--- Work required ---
If a record below holds a picture, leave the picture out and copy the rest exactly.

* * * * * * * * *

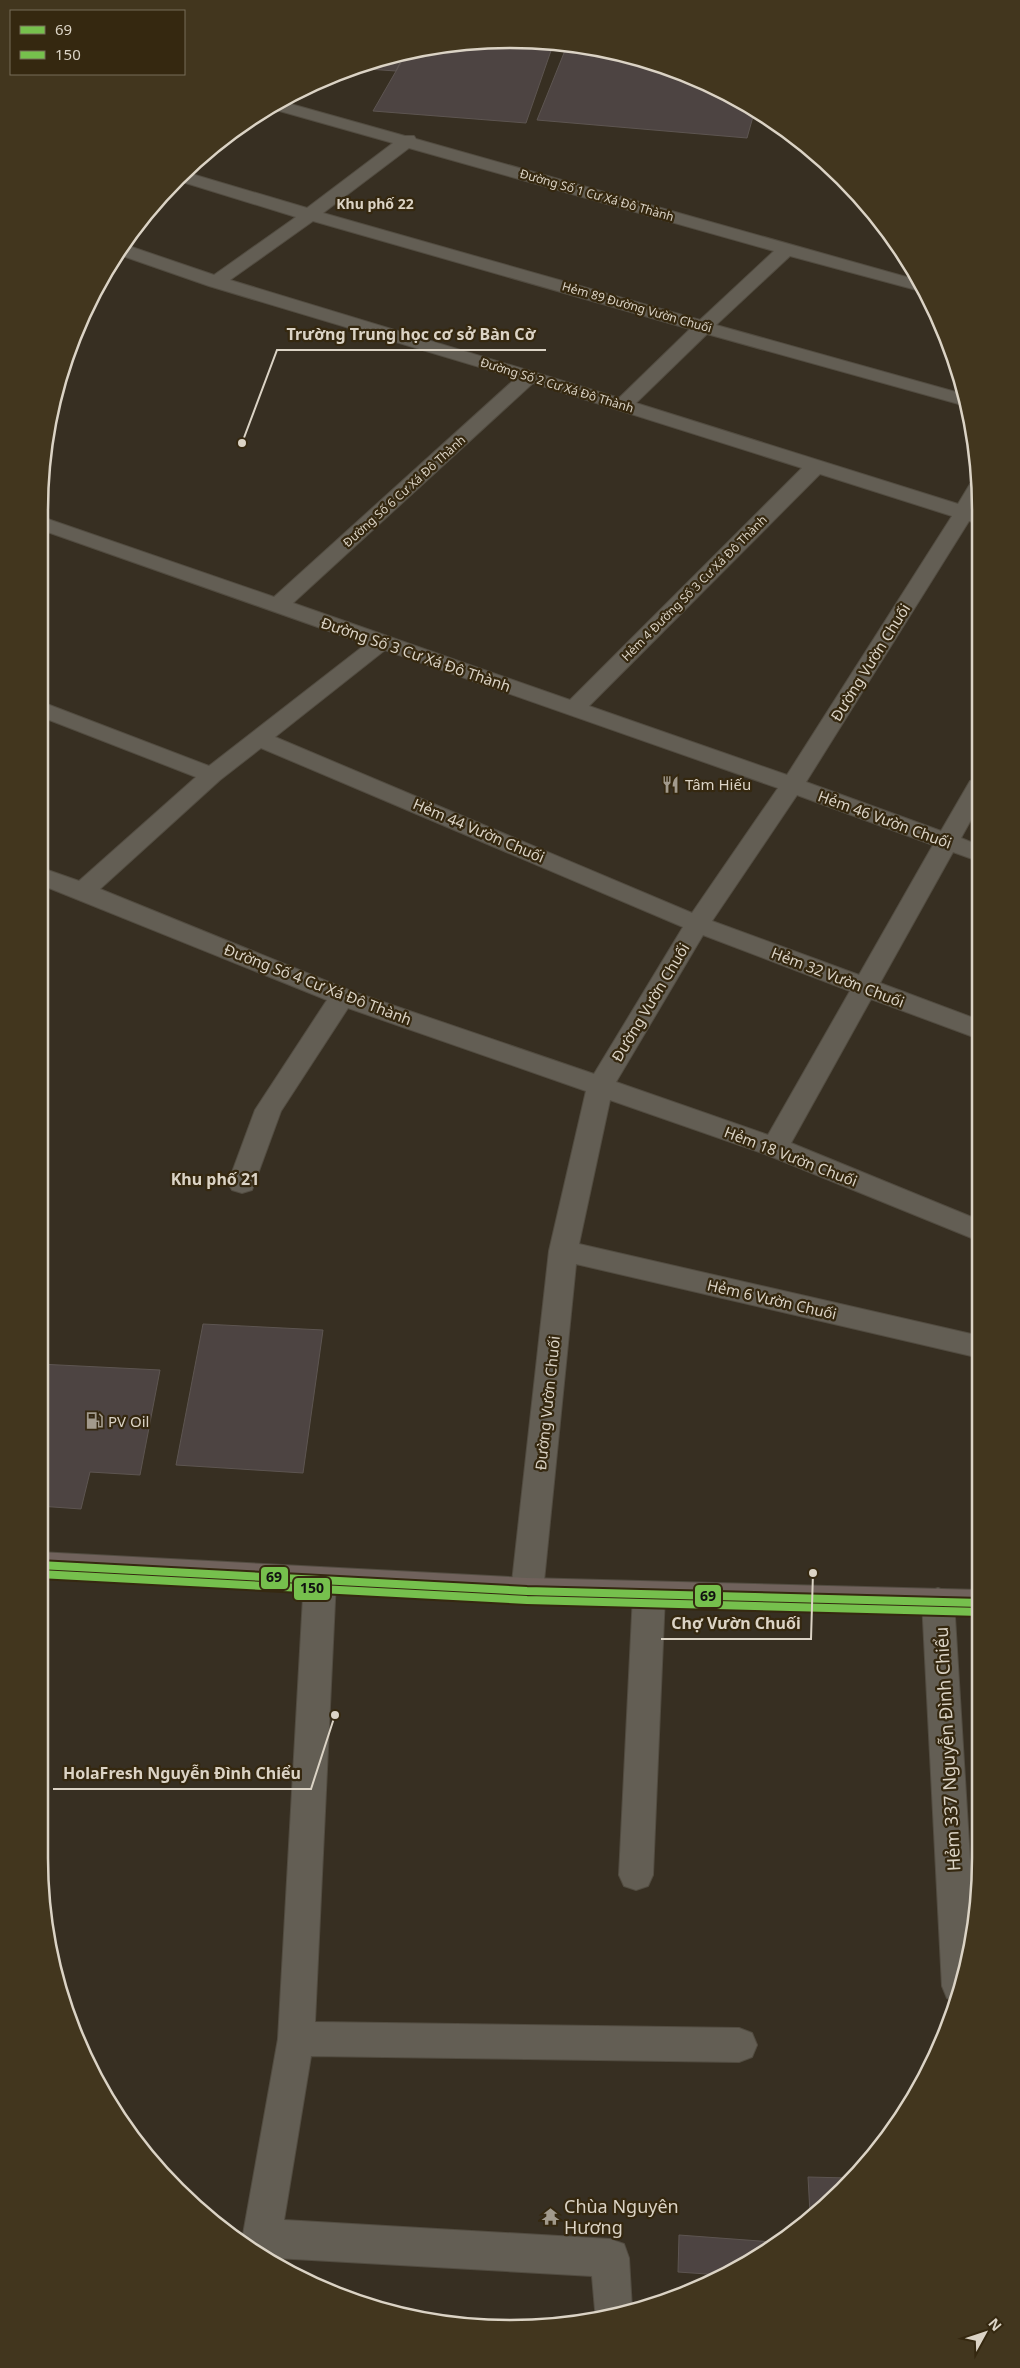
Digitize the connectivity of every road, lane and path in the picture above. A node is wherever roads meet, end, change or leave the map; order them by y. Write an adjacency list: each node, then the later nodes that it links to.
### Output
1 (284, 107): 2 (street, Ðường Số 1 Cư Xá Đô Thành)
2 (408, 140): 4 (street); 5 (street, Ðường Số 1 Cư Xá Đô Thành)
3 (188, 178): 4 (street, Hẻm 89 Đường Vườn Chuối)
4 (310, 215): 7 (street); 9 (street, Hẻm 89 Đường Vườn Chuối)
5 (786, 250): 8 (street, Ðường Số 1 Cư Xá Đô Thành); 9 (street)
6 (126, 251): 7 (street, Ðường Số 2 Cư Xá Đô Thành)
7 (216, 282): 10 (street, Ðường Số 2 Cư Xá Đô Thành)
8 (914, 285)
9 (704, 326): 11 (street, Hẻm 89 Đường Vườn Chuối); 12 (street)
10 (530, 376): 12 (street, Ðường Số 2 Cư Xá Đô Thành); 16 (street, Đường Số 6 Cư Xá Đô Thành)
11 (959, 400)
12 (623, 405): 13 (street, Ðường Số 2 Cư Xá Đô Thành)
13 (816, 466): 14 (street, Ðường Số 2 Cư Xá Đô Thành); 18 (street, Hẻm 4 Ðường Số 3 Cư Xá Đô Thành)
14 (971, 515): 22 (street, Đường Vườn Chuối)
15 (48, 525): 16 (street, Ðường Số 3 Cư Xá Đô Thành)
16 (278, 605): 17 (street, Ðường Số 3 Cư Xá Đô Thành)
17 (382, 642): 18 (street, Ðường Số 3 Cư Xá Đô Thành); 20 (street)
18 (573, 709): 22 (street, Ðường Số 3 Cư Xá Đô Thành)
19 (48, 711): 21 (street)
20 (260, 739): 21 (street); 28 (street, Hẻm 44 Vườn Chuối)
21 (212, 774): 27 (street)
22 (792, 785): 24 (street, Hẻm 46 Vườn Chuối); 28 (street, Đường Vườn Chuối)
23 (972, 797): 24 (street)
24 (948, 842): 25 (street, Hẻm 46 Vườn Chuối); 29 (street)
25 (972, 851)
26 (48, 881): 27 (street, Ðường Số 4 Cư Xá Đô Thành)
27 (83, 891): 30 (street, Ðường Số 4 Cư Xá Đô Thành)
28 (697, 924): 29 (street, Hẻm 32 Vườn Chuối); 32 (street, Đường Vườn Chuối)
29 (864, 988): 31 (street, Hẻm 32 Vườn Chuối); 33 (street)
30 (342, 997): 32 (street, Ðường Số 4 Cư Xá Đô Thành); 34 (street)
31 (972, 1027)
32 (600, 1086): 33 (street, Hẻm 18 Vườn Chuối); 36 (street, Đường Vườn Chuối)
33 (775, 1147): 35 (street, Hẻm 18 Vườn Chuối)
34 (242, 1183)
35 (972, 1228)
36 (563, 1251): 37 (street, Hẻm 6 Vườn Chuối); 40 (street, Đường Vườn Chuối)
37 (972, 1345)
38 (48, 1566): 39 (main road)
39 (320, 1580): 40 (main road); 46 (street)
40 (527, 1591): 41 (main road)
41 (649, 1595): 42 (main road); 44 (street)
42 (938, 1601): 43 (main road); 45 (street, Hẻm 337 Nguyễn Ðình Chiểu)
43 (972, 1603)
44 (636, 1875)
45 (959, 1969)
46 (296, 2039): 47 (street); 48 (street)
47 (740, 2045)
48 (260, 2246): 49 (street)
49 (613, 2309)

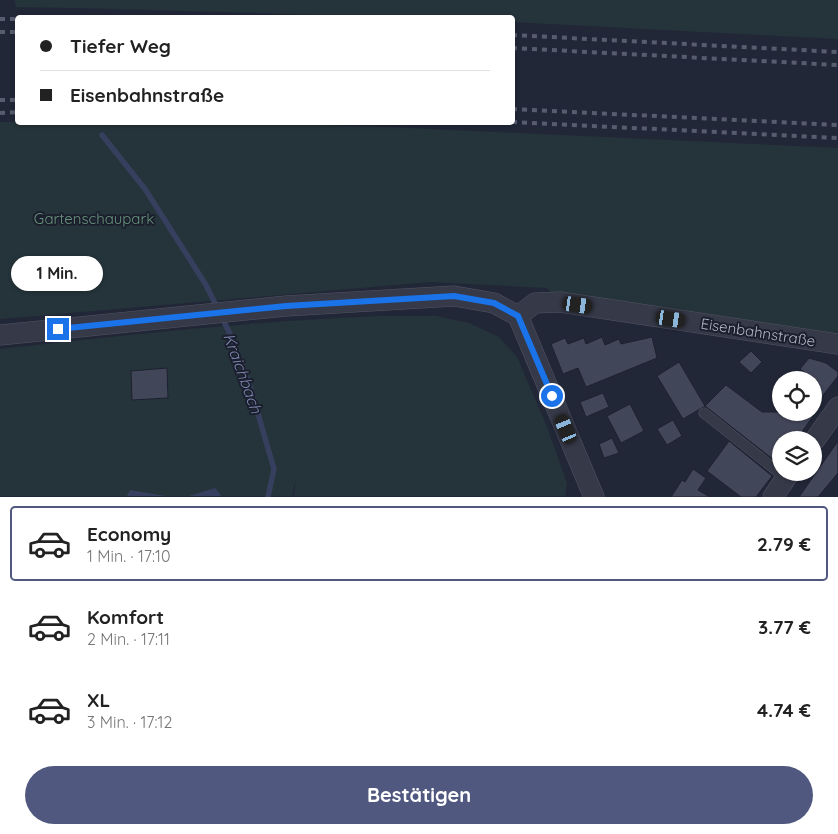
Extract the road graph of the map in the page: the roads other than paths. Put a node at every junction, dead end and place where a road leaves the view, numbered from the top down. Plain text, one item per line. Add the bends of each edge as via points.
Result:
1 (518, 316) junction
2 (0, 335) edge
3 (838, 344) edge
4 (838, 407) edge
5 (704, 413) dead end
6 (821, 431) edge
7 (772, 463) edge
8 (784, 481) edge
9 (594, 496) edge
10 (773, 496) edge

1 - 2 street via 494,303 454,296 248,310
1 - 3 street, Eisenbahnstraße via 535,302 560,302
1 - 9 street
4 - 6 street
5 - 7 lane
8 - 10 street

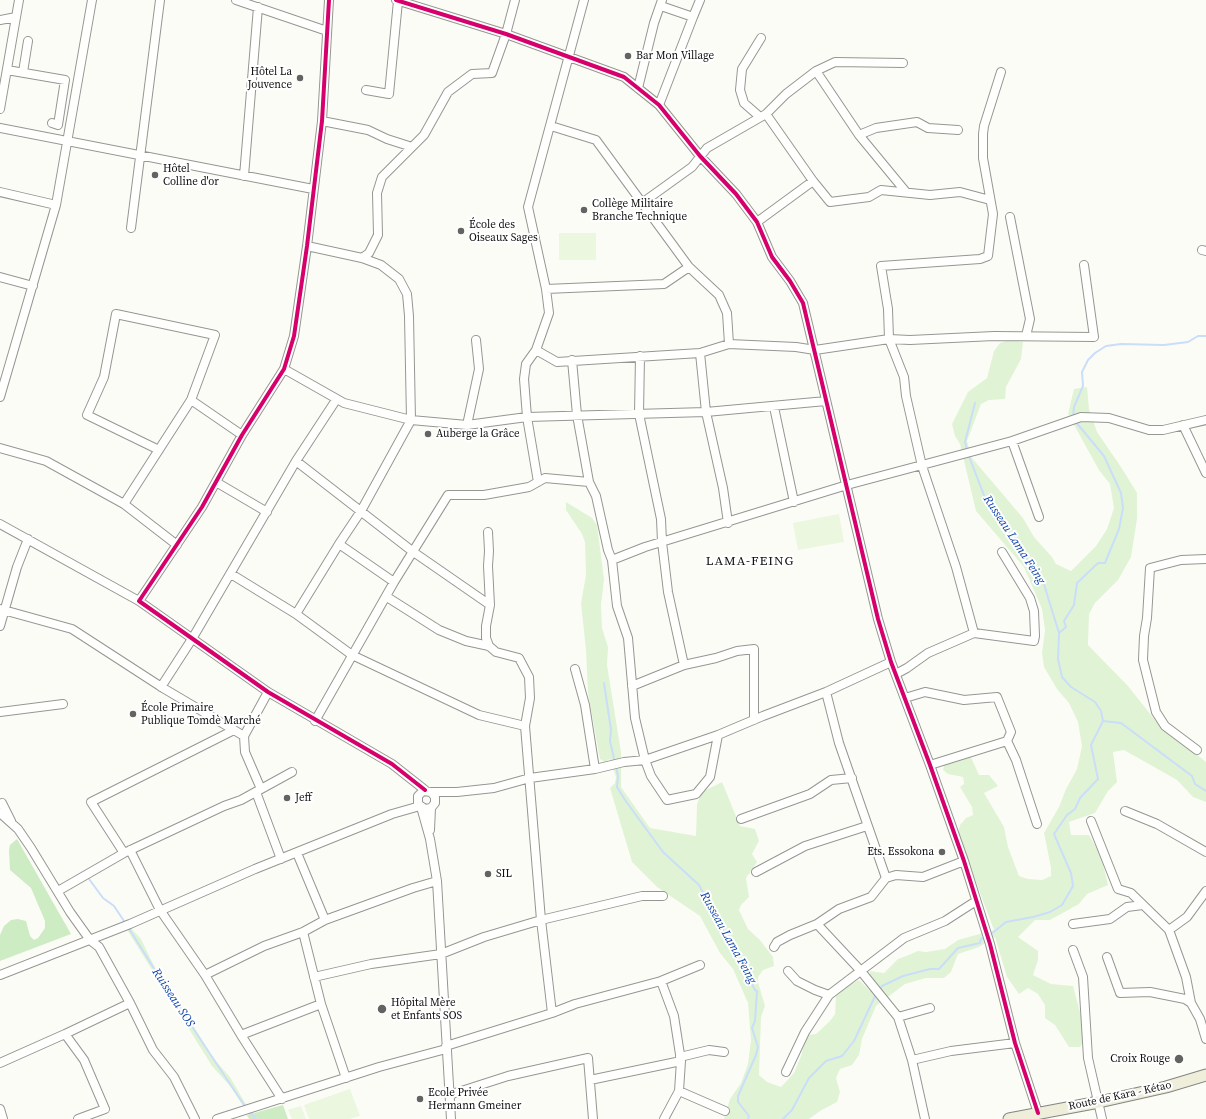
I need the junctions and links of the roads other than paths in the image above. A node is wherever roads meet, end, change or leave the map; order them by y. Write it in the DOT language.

* * * * * * * * *

--- Solution to this problem ---
Digitize the connectivity of every road, lane and path in the picture above. A node is wherever roads meet, end, change or leave the map; order them by y. Write an adjacency list: each node, then the later nodes that it links to.
### Output
1 (284, 107): 2 (street, Ðường Số 1 Cư Xá Đô Thành)
2 (408, 140): 4 (street); 5 (street, Ðường Số 1 Cư Xá Đô Thành)
3 (188, 178): 4 (street, Hẻm 89 Đường Vườn Chuối)
4 (310, 215): 7 (street); 9 (street, Hẻm 89 Đường Vườn Chuối)
5 (786, 250): 8 (street, Ðường Số 1 Cư Xá Đô Thành); 9 (street)
6 (126, 251): 7 (street, Ðường Số 2 Cư Xá Đô Thành)
7 (216, 282): 10 (street, Ðường Số 2 Cư Xá Đô Thành)
8 (914, 285)
9 (704, 326): 11 (street, Hẻm 89 Đường Vườn Chuối); 12 (street)
10 (530, 376): 12 (street, Ðường Số 2 Cư Xá Đô Thành); 16 (street, Đường Số 6 Cư Xá Đô Thành)
11 (959, 400)
12 (623, 405): 13 (street, Ðường Số 2 Cư Xá Đô Thành)
13 (816, 466): 14 (street, Ðường Số 2 Cư Xá Đô Thành); 18 (street, Hẻm 4 Ðường Số 3 Cư Xá Đô Thành)
14 (971, 515): 22 (street, Đường Vườn Chuối)
15 (48, 525): 16 (street, Ðường Số 3 Cư Xá Đô Thành)
16 (278, 605): 17 (street, Ðường Số 3 Cư Xá Đô Thành)
17 (382, 642): 18 (street, Ðường Số 3 Cư Xá Đô Thành); 20 (street)
18 (573, 709): 22 (street, Ðường Số 3 Cư Xá Đô Thành)
19 (48, 711): 21 (street)
20 (260, 739): 21 (street); 28 (street, Hẻm 44 Vườn Chuối)
21 (212, 774): 27 (street)
22 (792, 785): 24 (street, Hẻm 46 Vườn Chuối); 28 (street, Đường Vườn Chuối)
23 (972, 797): 24 (street)
24 (948, 842): 25 (street, Hẻm 46 Vườn Chuối); 29 (street)
25 (972, 851)
26 (48, 881): 27 (street, Ðường Số 4 Cư Xá Đô Thành)
27 (83, 891): 30 (street, Ðường Số 4 Cư Xá Đô Thành)
28 (697, 924): 29 (street, Hẻm 32 Vườn Chuối); 32 (street, Đường Vườn Chuối)
29 (864, 988): 31 (street, Hẻm 32 Vườn Chuối); 33 (street)
30 (342, 997): 32 (street, Ðường Số 4 Cư Xá Đô Thành); 34 (street)
31 (972, 1027)
32 (600, 1086): 33 (street, Hẻm 18 Vườn Chuối); 36 (street, Đường Vườn Chuối)
33 (775, 1147): 35 (street, Hẻm 18 Vườn Chuối)
34 (242, 1183)
35 (972, 1228)
36 (563, 1251): 37 (street, Hẻm 6 Vườn Chuối); 40 (street, Đường Vườn Chuối)
37 (972, 1345)
38 (48, 1566): 39 (main road)
39 (320, 1580): 40 (main road); 46 (street)
40 (527, 1591): 41 (main road)
41 (649, 1595): 42 (main road); 44 (street)
42 (938, 1601): 43 (main road); 45 (street, Hẻm 337 Nguyễn Ðình Chiểu)
43 (972, 1603)
44 (636, 1875)
45 (959, 1969)
46 (296, 2039): 47 (street); 48 (street)
47 (740, 2045)
48 (260, 2246): 49 (street)
49 (613, 2309)

Extract the road graph of the map in the page: the roads other than paths. Put a node at every junction, dead end and place where a road leaves the view, numbered from the top down. Plain text, one item per line. Add the bends of each edge as via points.
Result:
1 (518, 316) junction
2 (0, 335) edge
3 (838, 344) edge
4 (838, 407) edge
5 (704, 413) dead end
6 (821, 431) edge
7 (772, 463) edge
8 (784, 481) edge
9 (594, 496) edge
10 (773, 496) edge

1 - 2 street via 494,303 454,296 248,310
1 - 3 street, Eisenbahnstraße via 535,302 560,302
1 - 9 street
4 - 6 street
5 - 7 lane
8 - 10 street

I need the junctions and links of the roads other than paths in the image above. A node is wherever roads meet, end, change or leave the map; order them by y. Write it in the DOT language.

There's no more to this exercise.